Problem statement
Please show every line in the entries below that includes the word "north".

[Stored dataset items]
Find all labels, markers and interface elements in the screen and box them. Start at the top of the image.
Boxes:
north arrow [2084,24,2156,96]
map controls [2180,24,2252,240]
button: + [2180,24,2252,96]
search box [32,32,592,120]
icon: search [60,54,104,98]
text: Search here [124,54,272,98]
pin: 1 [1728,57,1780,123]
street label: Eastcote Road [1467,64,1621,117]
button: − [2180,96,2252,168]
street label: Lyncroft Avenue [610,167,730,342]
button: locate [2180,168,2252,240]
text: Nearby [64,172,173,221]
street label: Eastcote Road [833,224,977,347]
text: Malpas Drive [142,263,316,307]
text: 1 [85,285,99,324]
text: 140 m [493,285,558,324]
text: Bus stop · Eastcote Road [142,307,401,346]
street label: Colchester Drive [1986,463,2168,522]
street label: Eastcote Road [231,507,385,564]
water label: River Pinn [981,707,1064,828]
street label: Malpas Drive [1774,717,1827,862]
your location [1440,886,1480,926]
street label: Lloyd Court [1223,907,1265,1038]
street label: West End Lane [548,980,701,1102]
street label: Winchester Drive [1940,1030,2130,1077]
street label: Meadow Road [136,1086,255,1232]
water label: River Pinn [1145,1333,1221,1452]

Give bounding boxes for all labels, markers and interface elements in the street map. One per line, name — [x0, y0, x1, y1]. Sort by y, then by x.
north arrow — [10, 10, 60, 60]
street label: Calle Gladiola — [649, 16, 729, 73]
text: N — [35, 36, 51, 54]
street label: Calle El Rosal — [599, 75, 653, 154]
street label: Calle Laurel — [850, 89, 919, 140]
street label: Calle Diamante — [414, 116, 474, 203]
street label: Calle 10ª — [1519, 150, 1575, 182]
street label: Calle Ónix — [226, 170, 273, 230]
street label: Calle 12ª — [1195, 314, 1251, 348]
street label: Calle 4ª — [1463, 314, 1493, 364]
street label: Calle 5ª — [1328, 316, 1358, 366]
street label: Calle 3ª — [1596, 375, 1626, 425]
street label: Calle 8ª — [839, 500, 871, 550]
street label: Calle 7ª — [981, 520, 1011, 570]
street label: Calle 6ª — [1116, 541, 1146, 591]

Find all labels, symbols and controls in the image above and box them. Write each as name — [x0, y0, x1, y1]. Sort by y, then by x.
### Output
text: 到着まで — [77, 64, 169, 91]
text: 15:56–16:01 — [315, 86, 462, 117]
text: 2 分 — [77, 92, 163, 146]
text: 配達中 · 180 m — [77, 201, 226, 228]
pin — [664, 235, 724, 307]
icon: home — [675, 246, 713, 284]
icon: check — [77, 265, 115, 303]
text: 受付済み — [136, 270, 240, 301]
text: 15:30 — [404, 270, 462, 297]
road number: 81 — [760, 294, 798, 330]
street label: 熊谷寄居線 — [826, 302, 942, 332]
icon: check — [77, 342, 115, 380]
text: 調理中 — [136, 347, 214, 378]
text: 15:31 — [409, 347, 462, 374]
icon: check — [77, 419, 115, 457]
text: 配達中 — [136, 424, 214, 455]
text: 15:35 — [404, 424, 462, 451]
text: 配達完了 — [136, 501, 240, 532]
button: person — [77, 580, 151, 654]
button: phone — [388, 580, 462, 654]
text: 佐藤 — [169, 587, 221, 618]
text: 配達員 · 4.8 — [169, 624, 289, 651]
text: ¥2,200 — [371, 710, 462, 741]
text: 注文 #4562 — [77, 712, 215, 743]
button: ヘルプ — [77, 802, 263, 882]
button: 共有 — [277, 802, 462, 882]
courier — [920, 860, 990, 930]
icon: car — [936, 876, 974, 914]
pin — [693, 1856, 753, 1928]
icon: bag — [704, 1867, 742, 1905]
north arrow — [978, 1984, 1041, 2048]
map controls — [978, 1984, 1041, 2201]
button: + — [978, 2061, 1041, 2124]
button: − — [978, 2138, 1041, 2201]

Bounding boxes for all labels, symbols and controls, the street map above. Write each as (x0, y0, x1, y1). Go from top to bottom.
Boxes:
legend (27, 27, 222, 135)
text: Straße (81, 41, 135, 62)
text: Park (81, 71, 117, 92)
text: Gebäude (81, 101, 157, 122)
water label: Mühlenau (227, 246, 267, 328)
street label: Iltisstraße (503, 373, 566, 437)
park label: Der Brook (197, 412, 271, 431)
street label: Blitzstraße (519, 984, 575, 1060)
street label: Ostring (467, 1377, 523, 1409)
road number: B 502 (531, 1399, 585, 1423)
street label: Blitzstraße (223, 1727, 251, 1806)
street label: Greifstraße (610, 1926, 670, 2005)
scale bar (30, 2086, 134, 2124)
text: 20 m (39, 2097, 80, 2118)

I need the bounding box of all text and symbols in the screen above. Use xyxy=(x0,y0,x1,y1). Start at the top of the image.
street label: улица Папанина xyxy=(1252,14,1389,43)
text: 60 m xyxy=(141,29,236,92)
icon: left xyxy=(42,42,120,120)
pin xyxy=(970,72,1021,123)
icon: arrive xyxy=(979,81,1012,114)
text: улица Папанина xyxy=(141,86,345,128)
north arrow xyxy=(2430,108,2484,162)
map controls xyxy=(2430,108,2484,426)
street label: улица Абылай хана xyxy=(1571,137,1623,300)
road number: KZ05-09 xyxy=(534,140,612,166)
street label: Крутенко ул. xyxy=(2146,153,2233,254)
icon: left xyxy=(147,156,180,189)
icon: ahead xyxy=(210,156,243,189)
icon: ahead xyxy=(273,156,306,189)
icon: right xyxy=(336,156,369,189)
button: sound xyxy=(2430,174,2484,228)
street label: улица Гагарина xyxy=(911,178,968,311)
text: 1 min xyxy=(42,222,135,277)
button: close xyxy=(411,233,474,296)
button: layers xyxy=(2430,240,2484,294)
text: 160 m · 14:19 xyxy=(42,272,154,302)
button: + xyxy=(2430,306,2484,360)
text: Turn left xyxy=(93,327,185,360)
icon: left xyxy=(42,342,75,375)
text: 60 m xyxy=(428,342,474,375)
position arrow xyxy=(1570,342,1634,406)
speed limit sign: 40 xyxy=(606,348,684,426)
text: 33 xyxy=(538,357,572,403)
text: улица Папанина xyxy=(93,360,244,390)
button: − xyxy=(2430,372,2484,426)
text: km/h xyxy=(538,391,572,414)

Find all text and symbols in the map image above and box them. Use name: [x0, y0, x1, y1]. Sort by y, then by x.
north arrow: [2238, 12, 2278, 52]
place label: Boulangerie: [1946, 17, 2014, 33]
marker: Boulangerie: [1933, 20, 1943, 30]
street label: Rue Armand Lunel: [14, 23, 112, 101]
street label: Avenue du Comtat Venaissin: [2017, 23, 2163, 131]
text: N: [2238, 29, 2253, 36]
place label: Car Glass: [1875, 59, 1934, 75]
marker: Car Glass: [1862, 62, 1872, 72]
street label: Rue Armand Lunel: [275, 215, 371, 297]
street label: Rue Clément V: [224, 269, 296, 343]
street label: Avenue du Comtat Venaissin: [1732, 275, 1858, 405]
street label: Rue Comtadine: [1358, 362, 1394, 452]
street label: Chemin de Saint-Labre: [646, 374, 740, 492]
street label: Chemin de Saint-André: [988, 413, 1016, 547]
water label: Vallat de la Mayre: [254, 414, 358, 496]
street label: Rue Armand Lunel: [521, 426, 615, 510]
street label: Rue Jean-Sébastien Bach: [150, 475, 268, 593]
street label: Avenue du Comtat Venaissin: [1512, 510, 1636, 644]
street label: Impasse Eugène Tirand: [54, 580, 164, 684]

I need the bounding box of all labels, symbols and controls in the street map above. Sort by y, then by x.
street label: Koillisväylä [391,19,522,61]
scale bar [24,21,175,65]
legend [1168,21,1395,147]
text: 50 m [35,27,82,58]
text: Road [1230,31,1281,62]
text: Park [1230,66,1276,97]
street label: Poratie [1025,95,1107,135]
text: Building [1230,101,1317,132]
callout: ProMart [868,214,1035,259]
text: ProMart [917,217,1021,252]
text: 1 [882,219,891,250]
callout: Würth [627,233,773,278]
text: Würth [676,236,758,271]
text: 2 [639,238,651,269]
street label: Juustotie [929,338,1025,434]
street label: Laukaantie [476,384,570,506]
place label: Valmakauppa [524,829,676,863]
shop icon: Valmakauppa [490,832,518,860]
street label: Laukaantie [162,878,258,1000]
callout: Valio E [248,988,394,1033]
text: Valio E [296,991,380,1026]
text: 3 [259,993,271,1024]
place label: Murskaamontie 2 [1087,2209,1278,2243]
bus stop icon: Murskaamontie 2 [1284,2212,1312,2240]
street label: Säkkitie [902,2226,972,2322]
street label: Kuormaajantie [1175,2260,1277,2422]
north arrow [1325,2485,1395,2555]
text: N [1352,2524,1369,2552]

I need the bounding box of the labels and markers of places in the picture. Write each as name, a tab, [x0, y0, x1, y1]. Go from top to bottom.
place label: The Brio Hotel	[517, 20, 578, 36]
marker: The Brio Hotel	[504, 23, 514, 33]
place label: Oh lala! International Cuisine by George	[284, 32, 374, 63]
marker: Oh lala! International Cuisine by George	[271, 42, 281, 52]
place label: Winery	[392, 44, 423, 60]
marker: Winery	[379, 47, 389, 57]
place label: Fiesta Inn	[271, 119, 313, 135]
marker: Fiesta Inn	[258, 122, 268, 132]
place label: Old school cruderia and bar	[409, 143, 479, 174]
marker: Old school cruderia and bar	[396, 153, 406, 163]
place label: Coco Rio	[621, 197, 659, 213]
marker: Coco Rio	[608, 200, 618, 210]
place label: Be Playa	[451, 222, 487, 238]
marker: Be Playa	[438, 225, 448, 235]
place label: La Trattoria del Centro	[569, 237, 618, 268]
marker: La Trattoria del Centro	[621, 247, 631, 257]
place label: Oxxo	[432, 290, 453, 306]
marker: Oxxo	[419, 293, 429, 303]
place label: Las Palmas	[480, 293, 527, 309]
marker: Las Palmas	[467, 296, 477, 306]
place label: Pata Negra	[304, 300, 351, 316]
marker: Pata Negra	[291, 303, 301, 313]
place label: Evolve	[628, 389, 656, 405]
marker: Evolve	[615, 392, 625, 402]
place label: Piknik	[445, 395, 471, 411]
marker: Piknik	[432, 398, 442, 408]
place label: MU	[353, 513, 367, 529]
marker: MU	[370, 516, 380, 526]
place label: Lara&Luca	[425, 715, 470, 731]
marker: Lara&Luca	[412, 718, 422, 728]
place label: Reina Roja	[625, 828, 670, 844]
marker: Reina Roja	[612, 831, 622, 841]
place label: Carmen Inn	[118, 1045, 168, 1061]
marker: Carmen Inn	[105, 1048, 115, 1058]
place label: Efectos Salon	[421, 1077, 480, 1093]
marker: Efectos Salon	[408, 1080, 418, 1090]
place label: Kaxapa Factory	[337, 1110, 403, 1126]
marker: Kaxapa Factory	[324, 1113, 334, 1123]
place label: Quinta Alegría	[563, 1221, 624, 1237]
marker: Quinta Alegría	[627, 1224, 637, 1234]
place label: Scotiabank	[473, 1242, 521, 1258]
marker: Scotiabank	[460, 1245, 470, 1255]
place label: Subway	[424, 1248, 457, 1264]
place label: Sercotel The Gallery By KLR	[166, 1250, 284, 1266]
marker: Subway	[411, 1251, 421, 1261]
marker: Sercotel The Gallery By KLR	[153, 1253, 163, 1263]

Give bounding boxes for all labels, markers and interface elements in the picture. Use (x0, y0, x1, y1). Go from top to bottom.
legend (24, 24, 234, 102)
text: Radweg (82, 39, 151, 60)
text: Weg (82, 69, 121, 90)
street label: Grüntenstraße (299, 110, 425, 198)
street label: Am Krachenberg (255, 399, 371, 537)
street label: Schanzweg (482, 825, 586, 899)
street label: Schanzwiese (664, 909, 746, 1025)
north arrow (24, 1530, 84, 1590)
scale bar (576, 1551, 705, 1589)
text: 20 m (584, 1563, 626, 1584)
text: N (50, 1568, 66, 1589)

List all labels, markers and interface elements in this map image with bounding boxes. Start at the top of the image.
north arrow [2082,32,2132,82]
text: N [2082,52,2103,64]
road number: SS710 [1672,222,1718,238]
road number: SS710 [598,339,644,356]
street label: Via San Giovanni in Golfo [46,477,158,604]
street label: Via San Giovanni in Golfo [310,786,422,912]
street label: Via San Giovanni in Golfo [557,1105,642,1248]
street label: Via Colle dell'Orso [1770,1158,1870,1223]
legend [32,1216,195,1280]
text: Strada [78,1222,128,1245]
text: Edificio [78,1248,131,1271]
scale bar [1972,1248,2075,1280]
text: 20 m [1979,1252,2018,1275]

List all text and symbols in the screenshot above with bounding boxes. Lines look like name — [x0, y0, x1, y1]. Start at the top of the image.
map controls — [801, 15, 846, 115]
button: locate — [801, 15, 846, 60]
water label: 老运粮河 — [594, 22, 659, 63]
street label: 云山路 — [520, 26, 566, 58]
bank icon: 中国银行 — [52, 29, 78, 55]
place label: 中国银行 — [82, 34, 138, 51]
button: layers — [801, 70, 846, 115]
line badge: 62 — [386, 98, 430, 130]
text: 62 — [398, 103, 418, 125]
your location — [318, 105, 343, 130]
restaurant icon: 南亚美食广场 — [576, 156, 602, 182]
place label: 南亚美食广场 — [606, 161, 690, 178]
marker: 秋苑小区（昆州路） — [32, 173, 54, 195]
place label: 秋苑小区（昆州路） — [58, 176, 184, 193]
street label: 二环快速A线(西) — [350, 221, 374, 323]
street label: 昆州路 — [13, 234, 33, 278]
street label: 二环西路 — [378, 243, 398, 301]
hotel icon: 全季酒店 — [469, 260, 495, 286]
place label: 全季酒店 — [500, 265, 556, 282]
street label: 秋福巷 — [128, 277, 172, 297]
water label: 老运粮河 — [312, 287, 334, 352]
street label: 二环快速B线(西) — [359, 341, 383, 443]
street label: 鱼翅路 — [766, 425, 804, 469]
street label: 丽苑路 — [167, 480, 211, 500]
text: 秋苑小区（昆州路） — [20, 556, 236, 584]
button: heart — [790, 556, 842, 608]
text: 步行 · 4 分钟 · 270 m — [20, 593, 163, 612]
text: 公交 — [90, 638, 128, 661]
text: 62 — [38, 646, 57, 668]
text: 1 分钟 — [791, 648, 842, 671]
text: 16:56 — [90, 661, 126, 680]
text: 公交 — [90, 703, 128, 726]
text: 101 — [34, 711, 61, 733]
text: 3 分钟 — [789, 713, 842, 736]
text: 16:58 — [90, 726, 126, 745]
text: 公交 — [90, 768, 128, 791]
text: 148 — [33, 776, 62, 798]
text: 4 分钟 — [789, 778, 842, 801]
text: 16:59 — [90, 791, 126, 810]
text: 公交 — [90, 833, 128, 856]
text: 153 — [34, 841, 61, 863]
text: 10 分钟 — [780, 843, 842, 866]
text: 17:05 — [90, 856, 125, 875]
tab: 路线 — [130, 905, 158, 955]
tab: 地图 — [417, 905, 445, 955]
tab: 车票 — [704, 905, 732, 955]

Answer section
north arrow [2084,24,2156,96]
north arrow — [10, 10, 60, 60]
north arrow — [978, 1984, 1041, 2048]
north arrow xyxy=(2430,108,2484,162)
north arrow: [2238, 12, 2278, 52]
north arrow [1325,2485,1395,2555]
north arrow (24, 1530, 84, 1590)
north arrow [2082,32,2132,82]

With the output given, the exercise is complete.